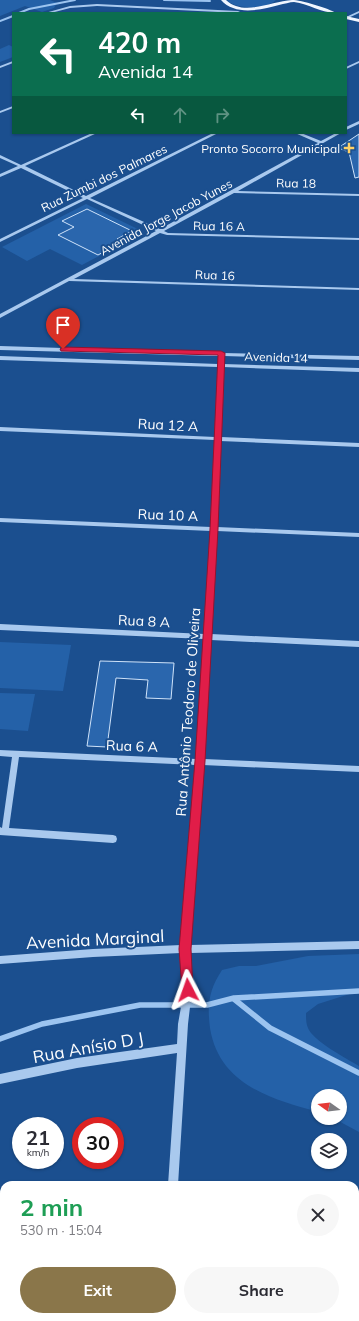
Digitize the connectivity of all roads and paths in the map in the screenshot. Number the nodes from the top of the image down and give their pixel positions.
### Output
1 (223, 0) edge
2 (278, 0) edge
3 (294, 0) edge
4 (273, 5) junction
5 (153, 8) junction
6 (247, 9) junction
7 (52, 12) edge
8 (142, 12) edge
9 (237, 12) edge
10 (331, 12) edge
11 (359, 12) edge
12 (347, 17) edge
13 (347, 17) edge
14 (359, 21) edge
15 (12, 62) edge
16 (359, 62) edge
17 (0, 67) edge
18 (347, 68) edge
19 (12, 107) edge
20 (0, 112) edge
21 (359, 122) edge
22 (347, 128) edge
23 (93, 134) edge
24 (214, 134) edge
25 (300, 134) edge
26 (337, 134) edge
27 (322, 143) junction
28 (0, 156) edge
29 (21, 166) junction
30 (0, 176) edge
31 (233, 192) junction
32 (359, 195) edge
33 (85, 197) junction
34 (159, 231) junction
35 (359, 240) edge
36 (0, 241) edge
37 (70, 280) junction
38 (359, 289) edge
39 (0, 316) edge
40 (0, 348) edge
41 (221, 353) junction
42 (0, 358) edge
43 (359, 358) edge
44 (221, 365) junction
45 (359, 370) edge
46 (0, 429) edge
47 (217, 439) junction
48 (359, 445) edge
49 (0, 520) edge
50 (214, 529) junction
51 (359, 535) edge
52 (0, 627) edge
53 (206, 637) junction
54 (359, 644) edge
55 (0, 753) edge
56 (16, 754) junction
57 (200, 761) junction
58 (359, 769) edge
59 (3, 831) edge
60 (113, 839) dead end
61 (359, 945) edge
62 (185, 949) junction
63 (0, 960) edge
64 (182, 1048) junction
65 (0, 1079) edge
66 (173, 1181) edge

1 - 6 main road
2 - 4 main road
3 - 4 main road
3 - 10 main road
4 - 6 main road
5 - 7 street
5 - 8 street
5 - 9 street
6 - 9 street
11 - 12 street
13 - 14 main road
15 - 17 street
16 - 18 street
19 - 20 street
21 - 22 street
23 - 29 street
24 - 33 street, Rua Zumbi dos Palmares
25 - 27 street
26 - 27 street, Avenida Jorge Jacob Yunes
27 - 31 street, Avenida Jorge Jacob Yunes
28 - 29 street, Rua 16 A
29 - 30 street
29 - 33 street, Rua 16 A
31 - 32 street, Rua 18
31 - 34 street, Avenida Jorge Jacob Yunes
33 - 34 street, Rua 16 A
33 - 36 street, Rua Zumbi dos Palmares
34 - 35 street, Rua 16 A
34 - 37 street, Avenida Jorge Jacob Yunes
37 - 38 street, Rua 16
37 - 39 street, Avenida Jorge Jacob Yunes
40 - 41 street, Avenida 14
41 - 43 street, Avenida 14
41 - 44 street, Rua Antônio Teodoro de Oliveira
42 - 44 street, Avenida 14
44 - 45 street, Avenida 14
44 - 47 street, Rua Antônio Teodoro de Oliveira
46 - 47 street, Rua 12 A
47 - 48 street, Rua 12 A
47 - 50 street, Rua Antônio Teodoro de Oliveira
49 - 50 street, Rua 10 A
50 - 51 street, Rua 10 A
50 - 53 street, Rua Antônio Teodoro de Oliveira
52 - 53 street, Rua 8 A
53 - 54 street, Rua 8 A
53 - 57 street, Rua Antônio Teodoro de Oliveira
55 - 56 street, Rua 6 A
56 - 57 street, Rua 6 A
56 - 59 street
57 - 58 street, Rua 6 A
57 - 62 street, Rua Antônio Teodoro de Oliveira
59 - 60 street
61 - 62 street, Avenida Marginal
62 - 63 street, Avenida Marginal
62 - 64 street, Rua Antônio Teodoro de Oliveira
64 - 65 street, Rua Anísio D J
64 - 66 street, Rua Antônio Teodoro de Oliveira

→ Task prompt
This task calls for the records to be copied exactly, without pictures.

→ Reply to the exercise
Digitize the connectivity of all roads and paths in the map in the screenshot. Number the nodes from the top of the image down and give their pixel positions.
### Output
1 (223, 0) edge
2 (278, 0) edge
3 (294, 0) edge
4 (273, 5) junction
5 (153, 8) junction
6 (247, 9) junction
7 (52, 12) edge
8 (142, 12) edge
9 (237, 12) edge
10 (331, 12) edge
11 (359, 12) edge
12 (347, 17) edge
13 (347, 17) edge
14 (359, 21) edge
15 (12, 62) edge
16 (359, 62) edge
17 (0, 67) edge
18 (347, 68) edge
19 (12, 107) edge
20 (0, 112) edge
21 (359, 122) edge
22 (347, 128) edge
23 (93, 134) edge
24 (214, 134) edge
25 (300, 134) edge
26 (337, 134) edge
27 (322, 143) junction
28 (0, 156) edge
29 (21, 166) junction
30 (0, 176) edge
31 (233, 192) junction
32 (359, 195) edge
33 (85, 197) junction
34 (159, 231) junction
35 (359, 240) edge
36 (0, 241) edge
37 (70, 280) junction
38 (359, 289) edge
39 (0, 316) edge
40 (0, 348) edge
41 (221, 353) junction
42 (0, 358) edge
43 (359, 358) edge
44 (221, 365) junction
45 (359, 370) edge
46 (0, 429) edge
47 (217, 439) junction
48 (359, 445) edge
49 (0, 520) edge
50 (214, 529) junction
51 (359, 535) edge
52 (0, 627) edge
53 (206, 637) junction
54 (359, 644) edge
55 (0, 753) edge
56 (16, 754) junction
57 (200, 761) junction
58 (359, 769) edge
59 (3, 831) edge
60 (113, 839) dead end
61 (359, 945) edge
62 (185, 949) junction
63 (0, 960) edge
64 (182, 1048) junction
65 (0, 1079) edge
66 (173, 1181) edge

1 - 6 main road
2 - 4 main road
3 - 4 main road
3 - 10 main road
4 - 6 main road
5 - 7 street
5 - 8 street
5 - 9 street
6 - 9 street
11 - 12 street
13 - 14 main road
15 - 17 street
16 - 18 street
19 - 20 street
21 - 22 street
23 - 29 street
24 - 33 street, Rua Zumbi dos Palmares
25 - 27 street
26 - 27 street, Avenida Jorge Jacob Yunes
27 - 31 street, Avenida Jorge Jacob Yunes
28 - 29 street, Rua 16 A
29 - 30 street
29 - 33 street, Rua 16 A
31 - 32 street, Rua 18
31 - 34 street, Avenida Jorge Jacob Yunes
33 - 34 street, Rua 16 A
33 - 36 street, Rua Zumbi dos Palmares
34 - 35 street, Rua 16 A
34 - 37 street, Avenida Jorge Jacob Yunes
37 - 38 street, Rua 16
37 - 39 street, Avenida Jorge Jacob Yunes
40 - 41 street, Avenida 14
41 - 43 street, Avenida 14
41 - 44 street, Rua Antônio Teodoro de Oliveira
42 - 44 street, Avenida 14
44 - 45 street, Avenida 14
44 - 47 street, Rua Antônio Teodoro de Oliveira
46 - 47 street, Rua 12 A
47 - 48 street, Rua 12 A
47 - 50 street, Rua Antônio Teodoro de Oliveira
49 - 50 street, Rua 10 A
50 - 51 street, Rua 10 A
50 - 53 street, Rua Antônio Teodoro de Oliveira
52 - 53 street, Rua 8 A
53 - 54 street, Rua 8 A
53 - 57 street, Rua Antônio Teodoro de Oliveira
55 - 56 street, Rua 6 A
56 - 57 street, Rua 6 A
56 - 59 street
57 - 58 street, Rua 6 A
57 - 62 street, Rua Antônio Teodoro de Oliveira
59 - 60 street
61 - 62 street, Avenida Marginal
62 - 63 street, Avenida Marginal
62 - 64 street, Rua Antônio Teodoro de Oliveira
64 - 65 street, Rua Anísio D J
64 - 66 street, Rua Antônio Teodoro de Oliveira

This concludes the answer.